→ **Assigned task**
Output the entries that follow character for character. Leave every image out.

Stored data entries:
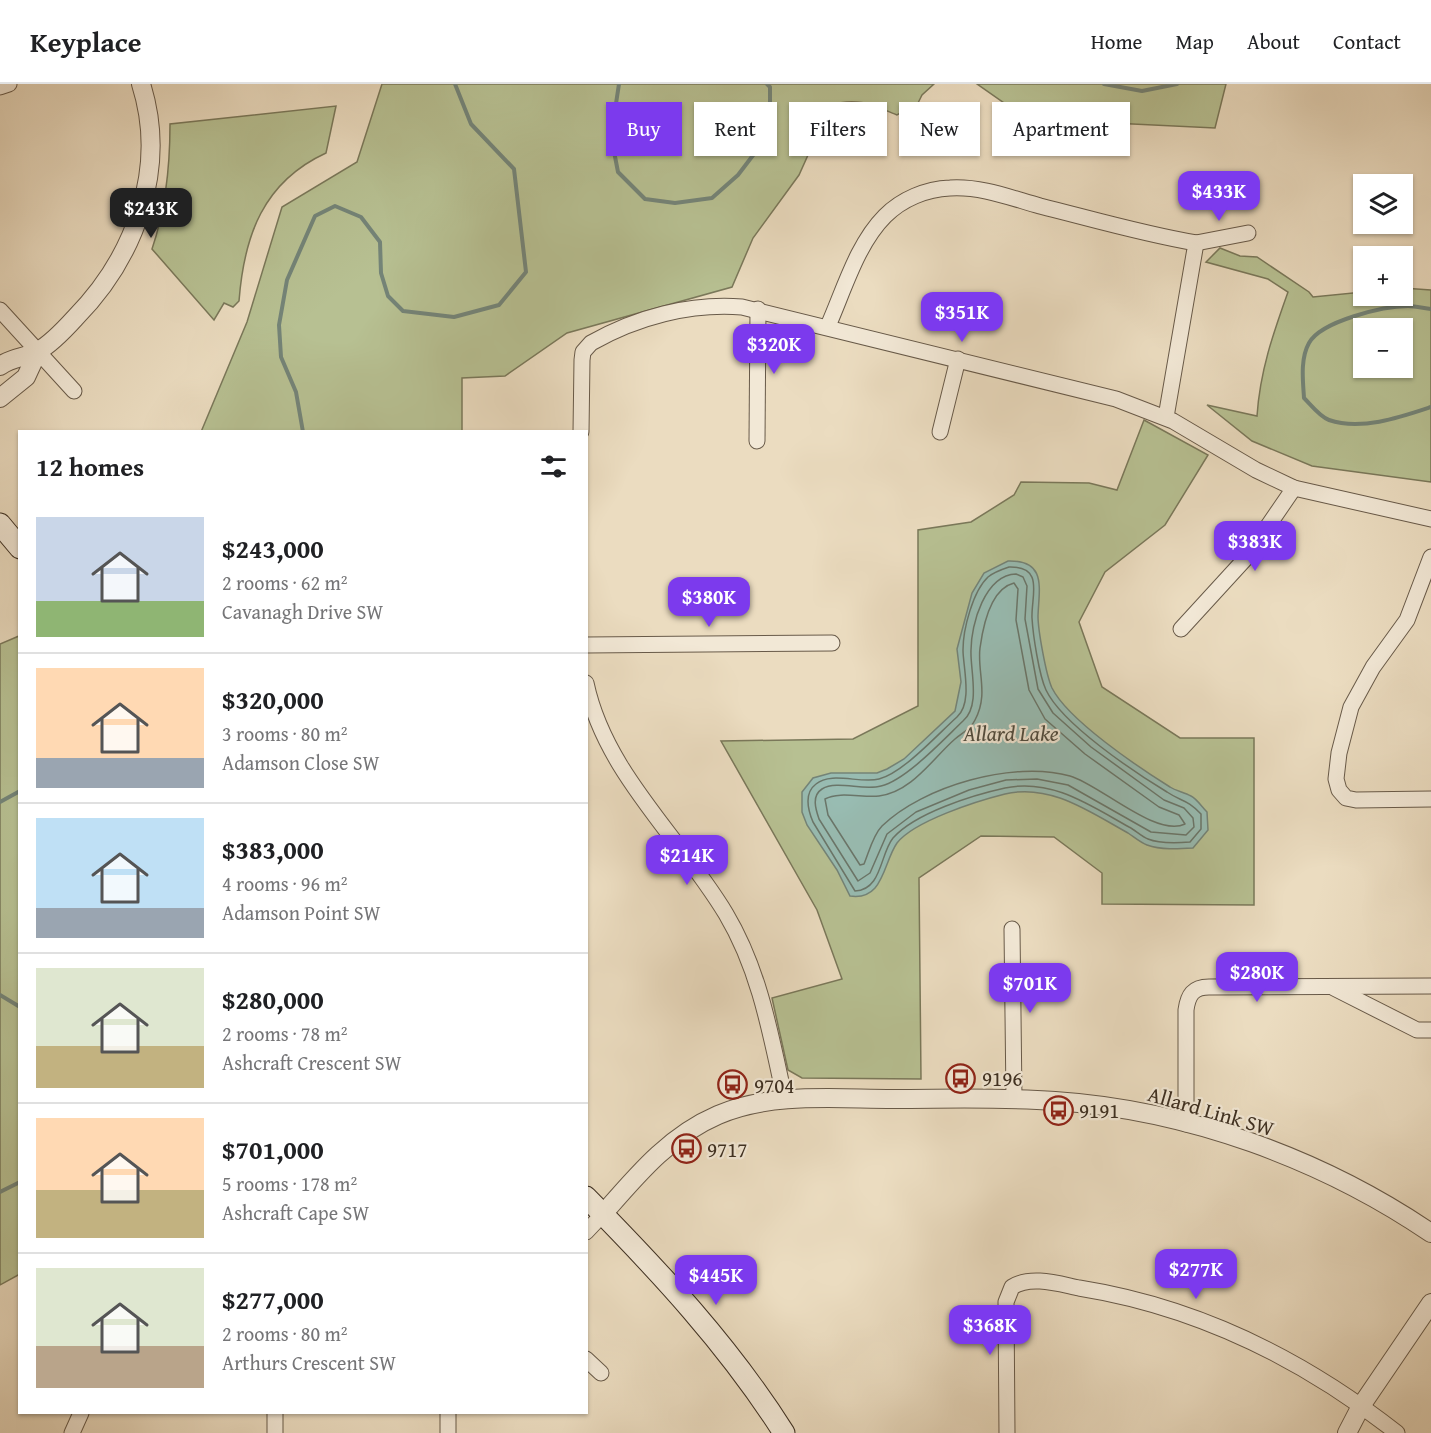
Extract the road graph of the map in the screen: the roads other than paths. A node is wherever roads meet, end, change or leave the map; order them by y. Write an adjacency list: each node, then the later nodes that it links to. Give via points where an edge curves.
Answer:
1 (9, 84): 3 (street)
2 (141, 84): 9 (street, via 150,147 148,178 137,225 122,259 99,292)
3 (0, 87)
4 (1248, 233): 5 (street)
5 (1196, 243): 8 (street, via 986,191 936,189 908,199 878,224 862,249); 14 (street)
6 (758, 309): 8 (street); 15 (street, via 721,305 668,312 591,343 582,360); 17 (street)
7 (0, 310): 9 (street)
8 (828, 326): 10 (street)
9 (38, 351): 11 (street); 12 (street); 13 (street, via 26,377)
10 (958, 359): 14 (street, via 1116,399); 16 (street)
11 (0, 366)
12 (75, 392)
13 (0, 398)
14 (1166, 417): 18 (street)
15 (581, 430)
16 (940, 432)
17 (757, 441)
18 (1294, 488): 19 (street); 25 (street, via 1246,558)
19 (1431, 519)
20 (0, 524): 22 (main road)
21 (0, 539): 24 (main road)
22 (18, 546)
23 (1431, 557): 29 (street, via 1401,630 1368,674 1351,707 1336,780 1342,794 1351,799)
24 (18, 560)
25 (1181, 629)
26 (832, 643): 27 (street)
27 (588, 645)
28 (588, 690): 35 (street, via 595,716 614,756 735,930 759,991)
29 (1431, 799)
30 (1012, 929): 34 (street)
31 (1431, 986): 32 (street)
32 (1331, 987): 33 (street, via 1417,1030); 36 (street, via 1204,987 1192,992 1186,1010)
33 (1431, 1030)
34 (1014, 1099): 35 (street, Allard Link SW); 36 (street, Allard Link SW, via 1097,1106)
35 (785, 1100): 38 (street, Allard Link SW, via 721,1113 687,1130)
36 (1186, 1124): 40 (street, Allard Link SW, via 1298,1161 1365,1192)
37 (588, 1199): 38 (main road)
38 (603, 1214): 39 (street); 51 (main road, via 700,1318 764,1400)
39 (588, 1230)
40 (1431, 1233)
41 (1431, 1303): 44 (street)
42 (588, 1361): 43 (street)
43 (601, 1373)
44 (1361, 1406): 52 (street, via 1279,1355 1197,1318 1124,1296 1029,1281 1012,1287 1006,1302); 53 (street); 54 (street)
45 (81, 1414): 48 (street)
46 (275, 1414): 49 (street)
47 (448, 1414): 50 (street)
48 (72, 1433)
49 (275, 1433)
50 (448, 1433)
51 (784, 1433)
52 (1007, 1433)
53 (1347, 1433)
54 (1397, 1433)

→ **Solved problem**
Extract the road graph of the map in the screen: the roads other than paths. A node is wherever roads meet, end, change or leave the map; order them by y. Write an adjacency list: each node, then the later nodes that it links to. Give via points where an edge curves.
Answer:
1 (9, 84): 3 (street)
2 (141, 84): 9 (street, via 150,147 148,178 137,225 122,259 99,292)
3 (0, 87)
4 (1248, 233): 5 (street)
5 (1196, 243): 8 (street, via 986,191 936,189 908,199 878,224 862,249); 14 (street)
6 (758, 309): 8 (street); 15 (street, via 721,305 668,312 591,343 582,360); 17 (street)
7 (0, 310): 9 (street)
8 (828, 326): 10 (street)
9 (38, 351): 11 (street); 12 (street); 13 (street, via 26,377)
10 (958, 359): 14 (street, via 1116,399); 16 (street)
11 (0, 366)
12 (75, 392)
13 (0, 398)
14 (1166, 417): 18 (street)
15 (581, 430)
16 (940, 432)
17 (757, 441)
18 (1294, 488): 19 (street); 25 (street, via 1246,558)
19 (1431, 519)
20 (0, 524): 22 (main road)
21 (0, 539): 24 (main road)
22 (18, 546)
23 (1431, 557): 29 (street, via 1401,630 1368,674 1351,707 1336,780 1342,794 1351,799)
24 (18, 560)
25 (1181, 629)
26 (832, 643): 27 (street)
27 (588, 645)
28 (588, 690): 35 (street, via 595,716 614,756 735,930 759,991)
29 (1431, 799)
30 (1012, 929): 34 (street)
31 (1431, 986): 32 (street)
32 (1331, 987): 33 (street, via 1417,1030); 36 (street, via 1204,987 1192,992 1186,1010)
33 (1431, 1030)
34 (1014, 1099): 35 (street, Allard Link SW); 36 (street, Allard Link SW, via 1097,1106)
35 (785, 1100): 38 (street, Allard Link SW, via 721,1113 687,1130)
36 (1186, 1124): 40 (street, Allard Link SW, via 1298,1161 1365,1192)
37 (588, 1199): 38 (main road)
38 (603, 1214): 39 (street); 51 (main road, via 700,1318 764,1400)
39 (588, 1230)
40 (1431, 1233)
41 (1431, 1303): 44 (street)
42 (588, 1361): 43 (street)
43 (601, 1373)
44 (1361, 1406): 52 (street, via 1279,1355 1197,1318 1124,1296 1029,1281 1012,1287 1006,1302); 53 (street); 54 (street)
45 (81, 1414): 48 (street)
46 (275, 1414): 49 (street)
47 (448, 1414): 50 (street)
48 (72, 1433)
49 (275, 1433)
50 (448, 1433)
51 (784, 1433)
52 (1007, 1433)
53 (1347, 1433)
54 (1397, 1433)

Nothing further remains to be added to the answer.